* **Work required**
Please copy every line of the data in which the string "color" appears.

BEGIN Data for processing

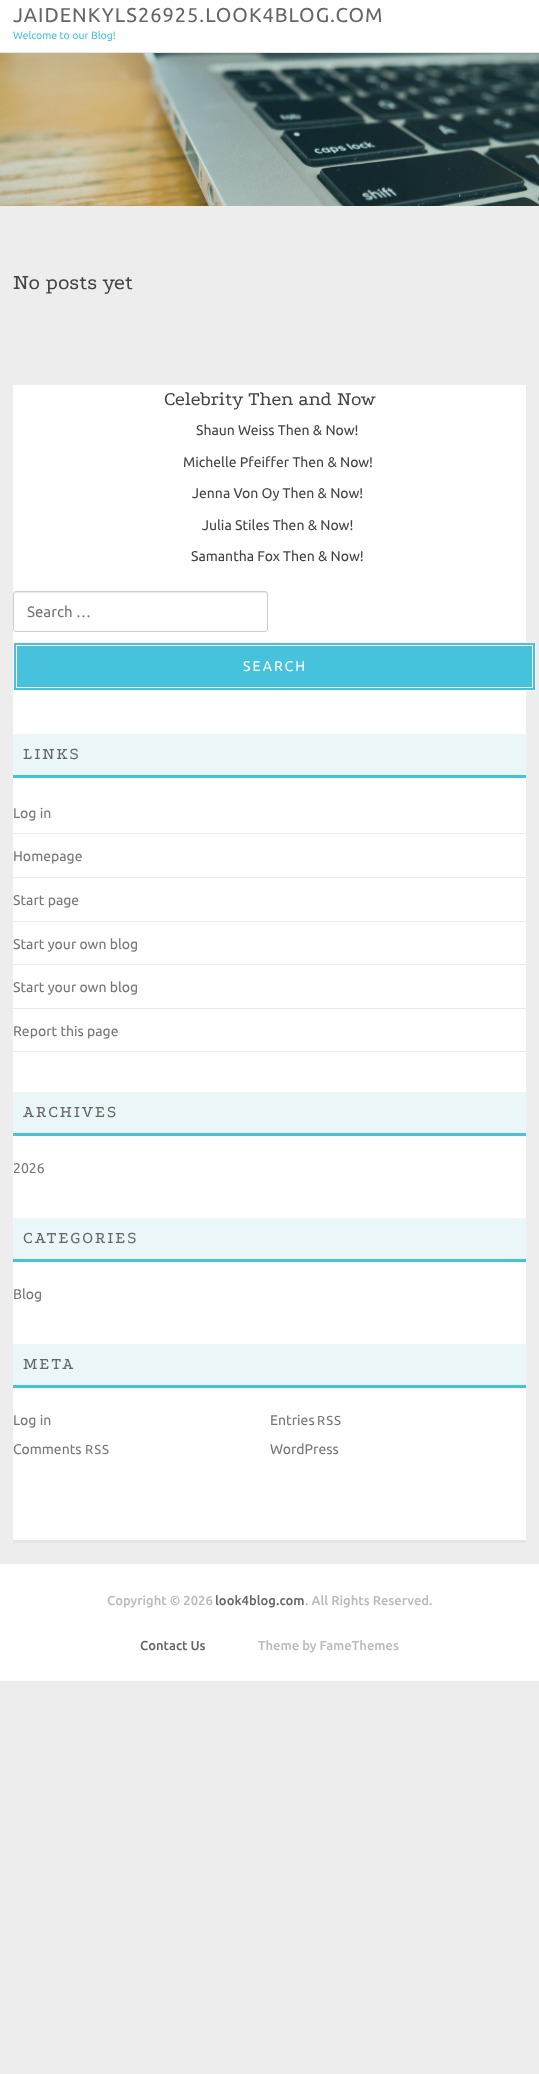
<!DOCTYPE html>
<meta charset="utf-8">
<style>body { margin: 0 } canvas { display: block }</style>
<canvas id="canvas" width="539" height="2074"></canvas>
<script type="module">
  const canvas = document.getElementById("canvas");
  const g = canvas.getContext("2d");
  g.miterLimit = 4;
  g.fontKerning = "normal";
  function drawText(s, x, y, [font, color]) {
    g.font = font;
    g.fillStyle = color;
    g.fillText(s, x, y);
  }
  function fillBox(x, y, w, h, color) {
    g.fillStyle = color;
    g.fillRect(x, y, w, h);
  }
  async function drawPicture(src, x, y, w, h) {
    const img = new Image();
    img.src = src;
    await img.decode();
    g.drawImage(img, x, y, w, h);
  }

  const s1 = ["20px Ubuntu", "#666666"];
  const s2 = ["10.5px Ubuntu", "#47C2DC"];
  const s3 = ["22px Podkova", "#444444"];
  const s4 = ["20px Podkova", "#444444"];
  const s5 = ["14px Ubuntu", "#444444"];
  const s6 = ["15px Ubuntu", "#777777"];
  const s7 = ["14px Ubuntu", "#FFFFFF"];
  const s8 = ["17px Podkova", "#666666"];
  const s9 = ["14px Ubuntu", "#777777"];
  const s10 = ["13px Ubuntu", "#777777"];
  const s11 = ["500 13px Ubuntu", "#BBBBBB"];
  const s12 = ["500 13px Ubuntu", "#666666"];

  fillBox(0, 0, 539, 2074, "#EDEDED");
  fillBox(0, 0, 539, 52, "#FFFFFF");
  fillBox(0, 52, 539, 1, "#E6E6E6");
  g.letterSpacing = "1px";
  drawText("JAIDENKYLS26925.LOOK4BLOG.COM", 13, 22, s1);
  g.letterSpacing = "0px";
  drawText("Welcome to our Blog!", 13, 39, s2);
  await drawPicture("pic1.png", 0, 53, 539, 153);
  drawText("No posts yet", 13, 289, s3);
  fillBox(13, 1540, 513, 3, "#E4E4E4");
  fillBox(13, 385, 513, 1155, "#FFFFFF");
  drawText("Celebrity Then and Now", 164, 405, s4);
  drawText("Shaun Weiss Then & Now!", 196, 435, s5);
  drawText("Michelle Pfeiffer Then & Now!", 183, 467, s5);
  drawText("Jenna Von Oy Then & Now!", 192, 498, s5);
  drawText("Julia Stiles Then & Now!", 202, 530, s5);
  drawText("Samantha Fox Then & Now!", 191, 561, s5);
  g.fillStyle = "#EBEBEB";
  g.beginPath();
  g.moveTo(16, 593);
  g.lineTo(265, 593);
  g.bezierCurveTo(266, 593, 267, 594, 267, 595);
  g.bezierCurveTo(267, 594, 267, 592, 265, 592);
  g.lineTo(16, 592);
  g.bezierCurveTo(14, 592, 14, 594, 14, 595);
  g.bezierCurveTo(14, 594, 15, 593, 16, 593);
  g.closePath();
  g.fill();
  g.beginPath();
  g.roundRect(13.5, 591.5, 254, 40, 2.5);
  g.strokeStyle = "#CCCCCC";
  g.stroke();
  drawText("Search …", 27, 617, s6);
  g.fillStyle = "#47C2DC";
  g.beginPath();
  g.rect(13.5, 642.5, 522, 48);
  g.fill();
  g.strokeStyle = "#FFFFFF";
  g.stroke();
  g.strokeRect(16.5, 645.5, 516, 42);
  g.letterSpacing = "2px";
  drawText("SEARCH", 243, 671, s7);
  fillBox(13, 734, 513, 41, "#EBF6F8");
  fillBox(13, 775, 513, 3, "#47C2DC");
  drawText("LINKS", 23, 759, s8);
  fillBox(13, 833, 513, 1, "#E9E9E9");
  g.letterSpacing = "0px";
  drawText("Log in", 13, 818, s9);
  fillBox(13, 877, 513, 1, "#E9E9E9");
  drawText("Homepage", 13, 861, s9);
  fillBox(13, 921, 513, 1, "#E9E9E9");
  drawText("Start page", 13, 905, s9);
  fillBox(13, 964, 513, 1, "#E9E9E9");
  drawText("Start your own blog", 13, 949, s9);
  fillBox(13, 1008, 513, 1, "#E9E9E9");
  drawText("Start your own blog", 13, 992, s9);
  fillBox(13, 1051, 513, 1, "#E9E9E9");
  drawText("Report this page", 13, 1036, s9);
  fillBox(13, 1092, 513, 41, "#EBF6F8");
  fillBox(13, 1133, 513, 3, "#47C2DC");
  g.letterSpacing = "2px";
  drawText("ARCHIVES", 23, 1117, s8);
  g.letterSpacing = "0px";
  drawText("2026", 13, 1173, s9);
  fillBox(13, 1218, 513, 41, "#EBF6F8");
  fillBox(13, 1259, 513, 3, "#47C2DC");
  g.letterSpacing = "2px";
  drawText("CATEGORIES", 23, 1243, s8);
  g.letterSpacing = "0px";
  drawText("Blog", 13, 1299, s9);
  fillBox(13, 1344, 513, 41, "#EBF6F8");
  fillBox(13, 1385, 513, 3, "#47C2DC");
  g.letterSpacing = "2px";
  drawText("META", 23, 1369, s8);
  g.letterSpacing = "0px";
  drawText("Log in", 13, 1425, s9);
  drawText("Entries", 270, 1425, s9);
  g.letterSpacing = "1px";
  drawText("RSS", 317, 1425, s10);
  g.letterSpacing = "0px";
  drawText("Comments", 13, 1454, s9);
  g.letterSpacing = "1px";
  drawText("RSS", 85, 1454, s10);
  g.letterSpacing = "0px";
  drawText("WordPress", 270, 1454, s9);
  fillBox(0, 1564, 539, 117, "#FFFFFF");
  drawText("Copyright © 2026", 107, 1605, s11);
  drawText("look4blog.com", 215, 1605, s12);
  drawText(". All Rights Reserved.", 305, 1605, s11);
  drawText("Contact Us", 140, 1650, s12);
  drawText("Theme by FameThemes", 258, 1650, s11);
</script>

END Data for processing

* **Reply to the task**
  function drawText(s, x, y, [font, color]) {
    g.fillStyle = color;
  function fillBox(x, y, w, h, color) {
    g.fillStyle = color;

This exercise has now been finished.